Background: MPC‑9528 is a potent, selective, orally bioavailable inhibitor of nicotinamide phosphoribosyltransferase (Nampt) that catalyzes the rate-limiting step in NAD biosynthesis from nicotinamide. Nampt inhibition results in NAD depletion, inhibition of ATP synthesis and cell death. MPC-9528 has potent tumoricidal activity against cancer cell lines of diverse origin and induces regressions in xenograft models. Here we explore determinants of MPC-9528 activity in xenografts by comparing tumor NAD depletion and survival with alternate dosing schedules. Methods: HT1080 human fibrosarcoma cells were implanted subcutaneously into athymic mice (nu/nu) for xenograft studies. MPC-9528 was dosed orally, once weekly or once or twice daily, for two or three weeks. NAD concentration in xenografts and mouse organs was determined by LC-MS/MS.

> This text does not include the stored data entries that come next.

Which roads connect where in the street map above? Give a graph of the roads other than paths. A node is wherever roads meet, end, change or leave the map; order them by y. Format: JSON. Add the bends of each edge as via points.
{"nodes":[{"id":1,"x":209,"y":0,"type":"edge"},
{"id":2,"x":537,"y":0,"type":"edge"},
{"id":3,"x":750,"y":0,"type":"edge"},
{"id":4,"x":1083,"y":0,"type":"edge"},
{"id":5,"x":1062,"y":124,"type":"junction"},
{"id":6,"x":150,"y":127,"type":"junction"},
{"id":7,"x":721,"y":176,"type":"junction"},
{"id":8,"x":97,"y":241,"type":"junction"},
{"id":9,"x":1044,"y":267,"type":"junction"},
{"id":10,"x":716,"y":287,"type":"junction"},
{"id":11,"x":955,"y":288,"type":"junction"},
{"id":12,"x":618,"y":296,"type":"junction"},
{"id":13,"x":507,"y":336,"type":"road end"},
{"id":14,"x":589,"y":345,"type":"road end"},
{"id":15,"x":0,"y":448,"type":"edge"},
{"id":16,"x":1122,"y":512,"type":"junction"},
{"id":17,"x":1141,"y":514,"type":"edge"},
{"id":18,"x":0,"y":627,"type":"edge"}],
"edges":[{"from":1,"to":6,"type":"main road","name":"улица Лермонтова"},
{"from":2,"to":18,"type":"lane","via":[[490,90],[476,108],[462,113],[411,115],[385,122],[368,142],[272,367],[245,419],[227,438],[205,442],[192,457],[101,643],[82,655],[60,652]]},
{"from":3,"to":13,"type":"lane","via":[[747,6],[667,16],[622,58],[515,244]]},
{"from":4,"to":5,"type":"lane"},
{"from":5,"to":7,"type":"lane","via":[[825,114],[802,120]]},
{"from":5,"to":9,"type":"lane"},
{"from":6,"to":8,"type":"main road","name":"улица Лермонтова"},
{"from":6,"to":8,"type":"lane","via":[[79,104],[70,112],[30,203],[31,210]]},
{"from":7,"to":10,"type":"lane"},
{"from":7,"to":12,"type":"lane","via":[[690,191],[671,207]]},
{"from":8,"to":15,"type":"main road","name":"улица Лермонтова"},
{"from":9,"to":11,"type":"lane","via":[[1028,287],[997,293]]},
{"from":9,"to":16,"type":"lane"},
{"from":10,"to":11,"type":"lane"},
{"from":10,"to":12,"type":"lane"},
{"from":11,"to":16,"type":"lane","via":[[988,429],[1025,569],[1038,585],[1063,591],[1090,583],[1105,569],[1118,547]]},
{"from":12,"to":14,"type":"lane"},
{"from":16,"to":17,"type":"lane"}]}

Results: MPC-9528 (75 mg/kg) dosed weekly for three weeks resulted in 75% xenograft regression 8 days after the last dose. ED50 with this schedule was 44 mg/kg and doses at or below 35 mg/kg showed no activity. All doses were well-tolerated with <10% change in median body weight. A dose of 10 mg/kg once daily, 3 mg/kg twice daily or 4 mg/kg twice daily for 14 days resulted in 91%, 92% and 100% tumor regression, respectively, by the end of dosing. Two of 10 animals in the 10 mg/kg and 3 mg/kg groups, and 9 in the 4 mg/kg group had no detectable tumors at the end of dosing. In the 10, 3 and 4 mg/kg groups, 40%, 50% and 70% of the mice, respectively, were tumor free thirty-four days after the last dose. Pharmacokinetic profiles of a 3, 10 or 75 mg/kg dose of MPC-9528 indicated that anti-tumor activity was not dependent on maximal plasma concentration or total absorbed dose but on maintenance of compound concentration above a specific efficacious concentration threshold. MPC-9528 also caused a rapid and sustained reduction of NAD in tumors with the magnitude and kinetics of NAD change dependent on the dose and schedule.
Conclusions: MPC-9528 induces regression of xenografts when its plasma concentration is maintained above a threshold efficacious concentration. It shows comparable activity when given intermittently, once weekly, or continuously on a once or twice daily schedule.